Koh Phangan : Un promoteur local dénonce un système « sans loi » dominé par les prête-noms et les communautés étrangères

Un développeur local alerte sur la dérive anarchique de Koh Phangan, où réseaux de nominees et installations étrangères menacent l’économie et les habitants thaïlandais.

Une répression croissante contre les écoles illégales et les communautés étrangères sur Koh Phangan soulève des inquiétudes plus larges sur la gouvernance de l’île. Un promoteur local, Preecha Thongyad, accuse l’île de sombrer dans un système « sans loi », piloté par des réseaux d’entreprises nominales et un manque d’application des règles.

Dans une interview, Preecha Thongyad affirme que les récentes descentes de police, dont le récent cas médiatisé impliquant une école illégale, ne sont que « la pointe de l’iceberg » de mutations profondes touchant la population et l’économie insulaire.

Il pointe cette école comme symptôme d’un basculement démographique : sur un peu plus de 100 élèves, 89 seraient des ressortissants israéliens. Selon lui, cela illustre une tendance où les étrangers ne sont plus de simples touristes, mais s’installent durablement, créent des entreprises et forment des communautés structurées.

Preecha Thongyad estime que les Israéliens représentent désormais 60 à 70 % de la population étrangère sur Koh Phangan, rejoints par des groupes plus modestes de Russes et d’Ukrainiens. Ces chiffres n’ont pas été vérifiés officiellement. (En réalité, on estime ce chiffre à environ 30 %)

Voir aussi : Koh Phangan : Près de 30% des résidents étrangers seraient des Israéliens, les habitants s’inquiètent d’une colonisation de l’île

Il dénonce surtout l’usage de structures nominales, où des Thaïlandais détiennent formellement la majorité des parts d’entreprises, tandis que des opérateurs étrangers en gardent le contrôle réel. Certains actionnaires thaïlandais listés ignoreraient même l’utilisation de leur identité.

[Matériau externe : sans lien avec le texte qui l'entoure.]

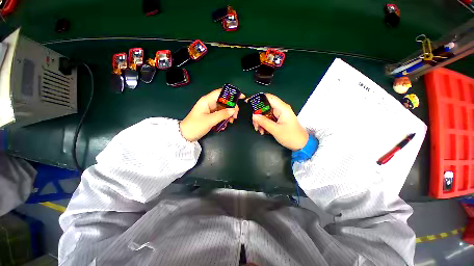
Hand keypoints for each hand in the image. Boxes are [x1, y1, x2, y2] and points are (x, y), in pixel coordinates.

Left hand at [180, 89, 245, 141]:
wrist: (185, 135)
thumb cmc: (195, 126)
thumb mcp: (210, 120)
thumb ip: (222, 114)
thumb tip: (233, 110)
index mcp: (207, 100)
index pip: (221, 93)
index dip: (232, 94)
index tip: (241, 97)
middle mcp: (209, 103)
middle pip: (224, 101)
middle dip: (231, 108)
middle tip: (235, 116)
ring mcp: (210, 110)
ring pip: (223, 109)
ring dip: (228, 115)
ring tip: (230, 122)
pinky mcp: (211, 115)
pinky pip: (221, 115)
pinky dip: (224, 119)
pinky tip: (224, 125)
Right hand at [250, 94, 308, 150]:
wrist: (301, 144)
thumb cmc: (290, 136)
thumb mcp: (276, 130)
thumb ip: (264, 122)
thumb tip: (254, 115)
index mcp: (282, 108)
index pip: (268, 97)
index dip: (258, 98)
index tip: (249, 102)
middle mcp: (280, 109)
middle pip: (265, 106)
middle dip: (258, 114)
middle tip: (255, 124)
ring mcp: (279, 114)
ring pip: (265, 113)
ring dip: (260, 121)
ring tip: (259, 130)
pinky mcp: (278, 119)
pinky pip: (267, 119)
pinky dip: (263, 124)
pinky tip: (263, 131)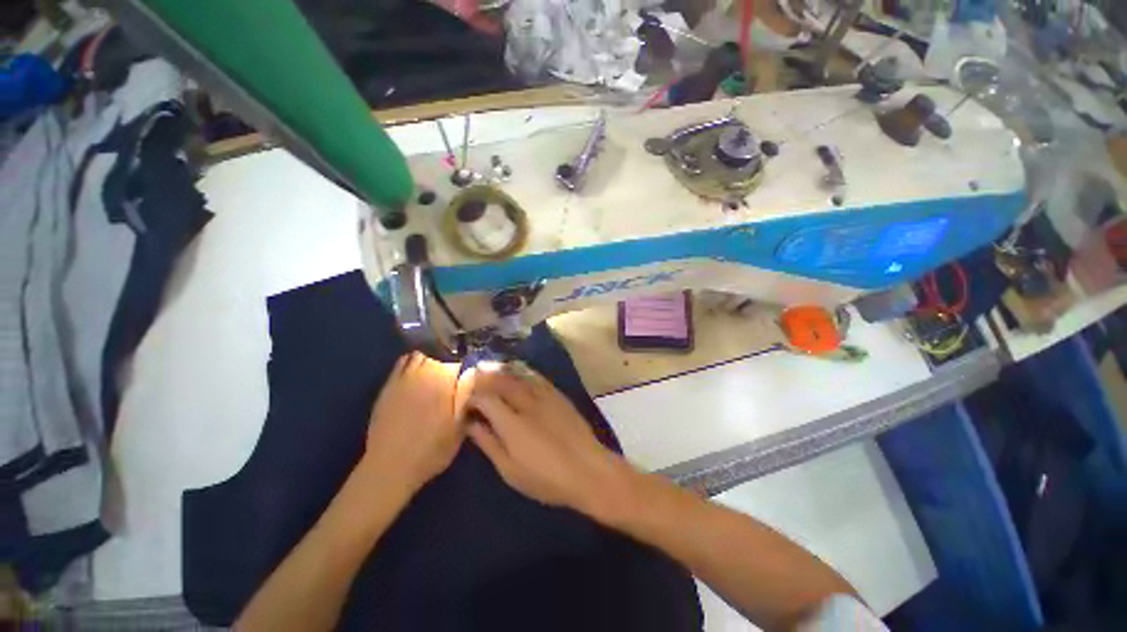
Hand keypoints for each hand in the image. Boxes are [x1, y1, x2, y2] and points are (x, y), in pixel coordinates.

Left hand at [361, 352, 474, 492]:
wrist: (390, 466)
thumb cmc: (431, 451)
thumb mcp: (460, 430)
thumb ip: (468, 401)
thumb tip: (476, 382)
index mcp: (446, 383)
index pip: (465, 366)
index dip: (471, 374)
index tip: (473, 384)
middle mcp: (426, 374)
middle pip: (445, 360)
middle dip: (452, 369)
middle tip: (456, 383)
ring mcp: (405, 378)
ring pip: (425, 358)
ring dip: (433, 364)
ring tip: (437, 377)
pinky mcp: (389, 385)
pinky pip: (403, 363)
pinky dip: (413, 363)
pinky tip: (417, 375)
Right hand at [466, 368, 634, 519]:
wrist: (588, 470)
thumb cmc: (546, 478)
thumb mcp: (510, 470)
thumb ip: (489, 444)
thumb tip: (472, 425)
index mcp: (511, 423)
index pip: (485, 399)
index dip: (472, 398)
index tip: (466, 404)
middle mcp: (526, 403)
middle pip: (500, 381)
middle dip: (484, 378)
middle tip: (474, 379)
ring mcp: (544, 396)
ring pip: (518, 376)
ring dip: (501, 371)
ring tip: (490, 370)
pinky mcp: (558, 395)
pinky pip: (537, 377)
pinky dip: (523, 372)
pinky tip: (517, 371)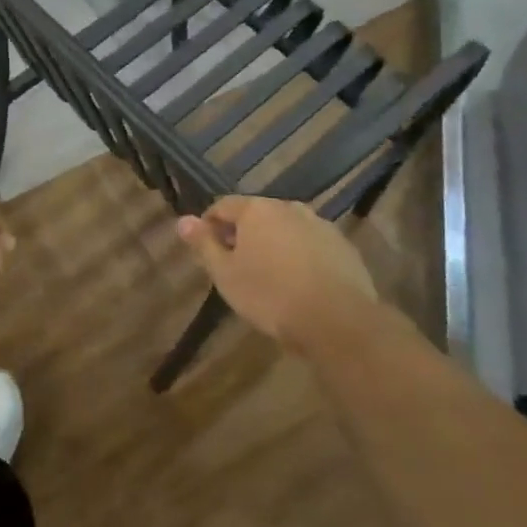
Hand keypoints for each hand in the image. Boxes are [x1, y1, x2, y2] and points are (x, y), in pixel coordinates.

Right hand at [176, 196, 379, 349]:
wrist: (337, 320)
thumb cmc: (270, 295)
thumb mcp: (225, 274)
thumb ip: (203, 244)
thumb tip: (182, 220)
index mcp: (256, 209)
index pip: (222, 206)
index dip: (209, 225)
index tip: (207, 251)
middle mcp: (289, 207)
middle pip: (256, 215)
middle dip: (242, 235)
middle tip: (236, 266)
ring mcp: (320, 225)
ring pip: (285, 229)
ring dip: (273, 244)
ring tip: (269, 276)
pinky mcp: (343, 246)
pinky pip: (311, 244)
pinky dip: (300, 256)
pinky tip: (299, 283)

Au-delà des montages financiers, Preecha Thongyad évoque des réseaux de facilitation impliquant des officiels, favorisant l’acquisition de terrains, les permis et les constructions contraires aux règles d’urbanisme, notamment dans les zones vertes à densité limitée.

Il cite spécifiquement l’implantation de centres religieux juifs appelés Chabad, aidés par des intermédiaires liés à l’État pour obtenir terrains, autorisations et validations de construction. Ces allégations n’ont pas été confirmées indépendamment, et aucune enquête officielle n’a conclu à des irrégularités.

Les développements immobiliers dépassent souvent les normes légales, avec des lotissements de villas multiples sur des parcelles limitées, sans infrastructures adéquates, selon lui.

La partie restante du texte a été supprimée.